I think there’s more emphasis being placed here on a consciously romantic trajectory from John within one of his 'electro' album’s than he’s done for some time, it’s the most instantly likeable, complete, and brightest work for me that he’s provided since..? Well, is making a point out of this a non-starter, there’s different seasons in the journey of John’s musical output, that’s how it’s always lived and grown and held our interest and we’ve admired it or otherwise in our individual degrees of response. The official critics/reviewers have positively embraced Interplay, but as long-time fan’s we’ve long done without the need of that external confirmation, personally, and I hope many agree that, Interplay is a classic album to equal the intelligent progressive pop of John’s solo period.
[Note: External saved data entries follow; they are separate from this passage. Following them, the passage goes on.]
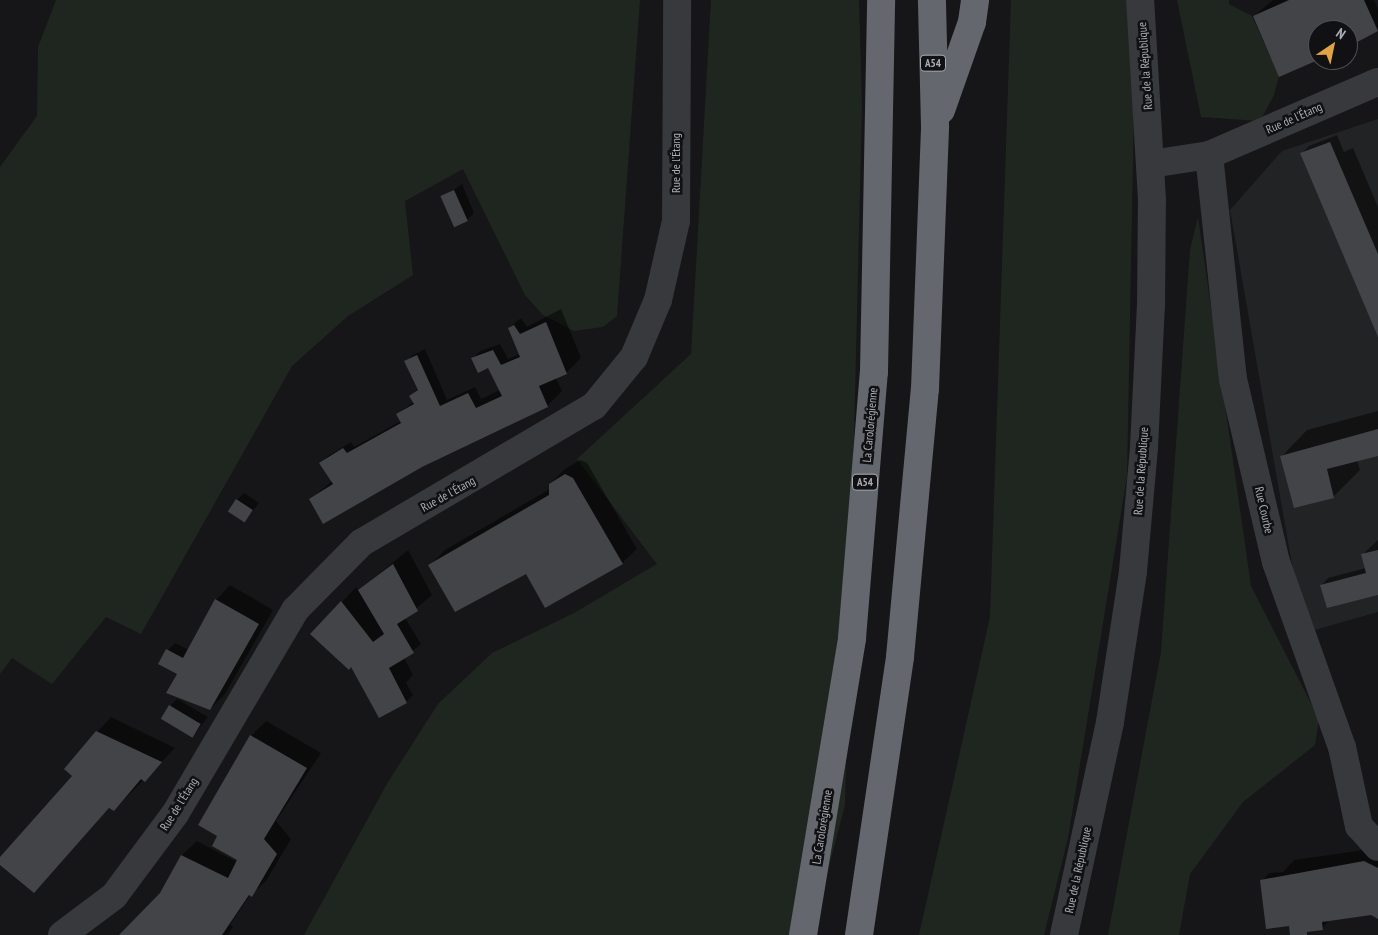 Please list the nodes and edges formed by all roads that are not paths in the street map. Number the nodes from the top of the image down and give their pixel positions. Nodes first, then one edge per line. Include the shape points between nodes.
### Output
1 (677, 0) edge
2 (873, 0) edge
3 (932, 0) edge
4 (975, 0) edge
5 (1140, 0) edge
6 (881, 13) edge
7 (1378, 82) edge
8 (935, 126) junction
9 (1209, 155) junction
10 (1151, 164) junction
11 (1378, 847) edge
12 (62, 935) edge
13 (803, 935) edge
14 (859, 935) edge
15 (1064, 935) edge

1 - 12 street, Rue de l'Étang via 676,222 658,300 634,357 594,406 360,543 295,610 174,814 114,896
2 - 6 highway, La Carolorégienne
3 - 8 highway, A54
4 - 8 highway via 972,22
5 - 10 street, Rue de la République
6 - 13 highway, La Carolorégienne / A54 via 874,372 853,618
7 - 9 street, Rue de l'Étang
8 - 14 highway, A54 via 925,389 901,647
9 - 10 street, Rue de l'Étang
9 - 11 street, Rue Courbe via 1234,379 1276,562 1342,747 1359,826
10 - 15 street, Rue de la République via 1151,306 1133,571 1110,722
In that past he steered his art in part through a highly flirtatious enthusiasm towards various influences, artists such as the Beatles and Van Morrison were happily romanced and wed to John’s style, and now today his current blissful empowerment to creativity has been logically and emotionally filtered through producer/performer Benge’s unique studio and sympathetic understanding of the Foxx legacy

There’s a confidence and balance in the choice of tracks, everything just fits as the album climbs gradually upwards from the start where John’s vocals inspired by William Burroughs rasping manner (and so particularly suited to John’s own voice) are forced out over the irresistible beat of Shatterproof. Second track Catwalk with its fashionable blend of 60’s sway gives call to the ‘sound of the crowd’, to ‘gather round now’, ‘put your body in a pose’ and 'pass around now' as Evergreen comes flowing along all warm and breezy. The tango of Watching A Building On Fire has Foxx lyrics of old echoed here along with some old-school electro effects being floated into the mix, the album then rests and reflects for a moment with the unexpectedly affecting and thoughtful Interplay and its subtle hint of David Sylvian-style introversion.
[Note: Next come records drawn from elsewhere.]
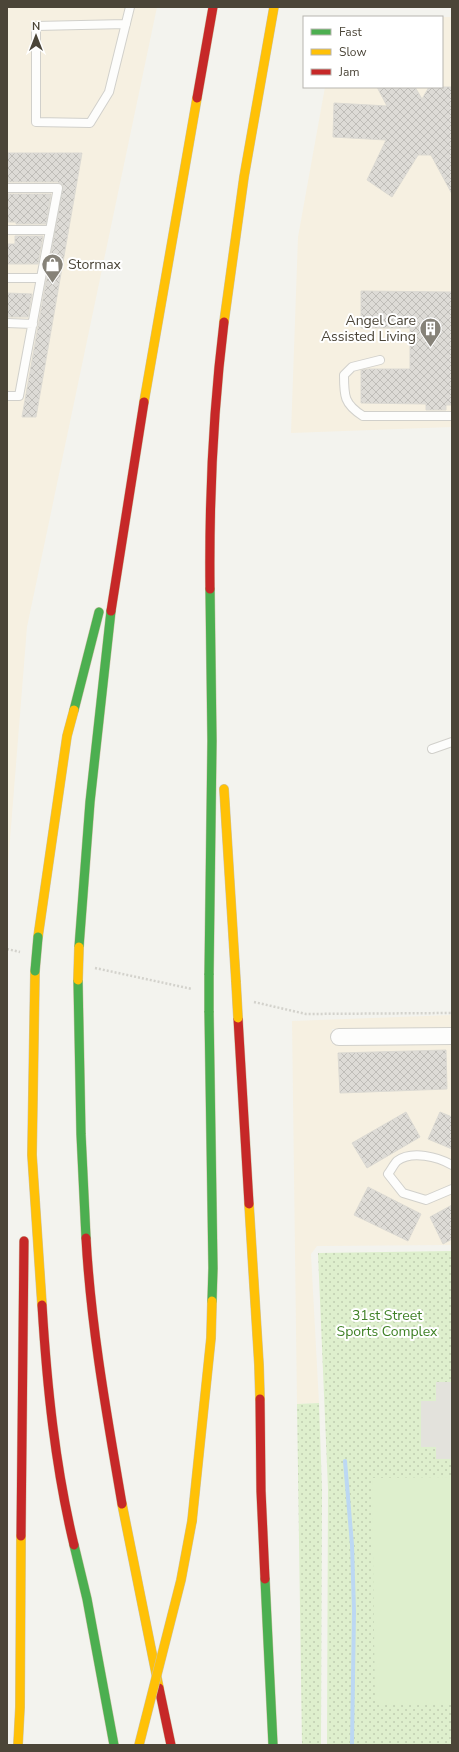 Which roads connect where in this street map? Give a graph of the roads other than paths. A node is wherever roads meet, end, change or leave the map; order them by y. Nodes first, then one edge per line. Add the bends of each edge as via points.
1 (130, 7) edge
2 (213, 7) edge
3 (274, 7) edge
4 (126, 24) junction
5 (7, 188) edge
6 (7, 230) edge
7 (50, 230) junction
8 (7, 278) edge
9 (41, 278) junction
10 (7, 323) edge
11 (33, 324) junction
12 (380, 360) dead end
13 (7, 396) edge
14 (452, 416) edge
15 (127, 501) junction
16 (106, 584) dead end
17 (102, 599) dead end
18 (212, 742) junction
19 (452, 742) edge
20 (432, 749) dead end
21 (339, 1036) dead end
22 (452, 1036) edge
23 (32, 1155) junction
24 (452, 1165) edge
25 (452, 1189) edge
26 (26, 1206) dead end
27 (24, 1228) dead end
28 (18, 1745) edge
29 (114, 1745) edge
30 (139, 1745) edge
31 (171, 1745) edge
32 (273, 1745) edge

1 - 4 lane
2 - 15 highway
3 - 18 highway via 247,165 220,357 212,461 208,571
4 - 4 lane via 36,26 36,122 90,123 109,92
5 - 7 lane via 58,188
6 - 7 lane
7 - 9 lane
8 - 9 lane
9 - 11 lane
10 - 11 lane
11 - 13 lane via 19,396
12 - 14 lane via 352,367 344,375 344,397 352,409 363,416
15 - 16 highway
15 - 31 highway, bridge via 100,698 79,947 82,1134 88,1269 103,1391 127,1532
17 - 23 highway, bridge via 68,736 38,938 35,971
18 - 30 highway, bridge via 208,1011 213,1268 211,1338 192,1521 181,1580
18 - 32 highway, bridge via 224,793 236,982 259,1365 261,1491
19 - 20 lane
21 - 22 street
23 - 26 highway
23 - 29 highway via 52,1425 67,1515
24 - 25 lane via 418,1154 398,1161 388,1174 403,1193 426,1200
27 - 28 highway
After the interlude of Interplay the album moves forward with Summerland and its emotive mixture of uncertain joy tinged with that typical Foxxian regret making the hair stand up on the back of your neck, there’s also a déjà vu present with shades of John’s Dance With Me being encouraged into here but in a more brighter optimistic vision. If there was any such thing as pop justice in the world then Summerland would’ve been a number-one smash hit single, going onto being a popular staple on pub jukeboxes countrywide for the next quarter of a century until rediscovery and appropriation in 2036 as part of the soundtrack for an obscure indie movie or an over-hyped British romcom, leaving the viewer compelled to seek out the fascinating source/origins of the music.

The Running Man hits up the techno in something akin to a salute to John’s old comrade in arms Louis Gordon, but the softer pace of A Falling Star following on almost makes The Running Man seem out of place. The darkly hued A Falling Star like Summerland is another hair-raising track, wow, two on one album, now that’s real proper Foxx Mah-gic!, and both songs could’ve come straight from John’s ‘beauty period’ of The Garden through to The Golden Section and In Mysterious Ways. Destination with John’s Eno-esque vocals slips in like a sleek mysterious stealth submarine gliding silently into harbour, its a track that just rolls effortlessly forward lifting the album towards a climax, surely it should have been the finale going out on an upward destination… but its an intelligent peak that leads to the 'Endless, Endless' intro and graceful romance of Good Shadow. Its hypnotic floaty vibe is the right choice as closing track, sadly ten minutes too short and finished before we see through the golden clouds, oh well, we can always play the entire album over again, that’s what 2012 is for!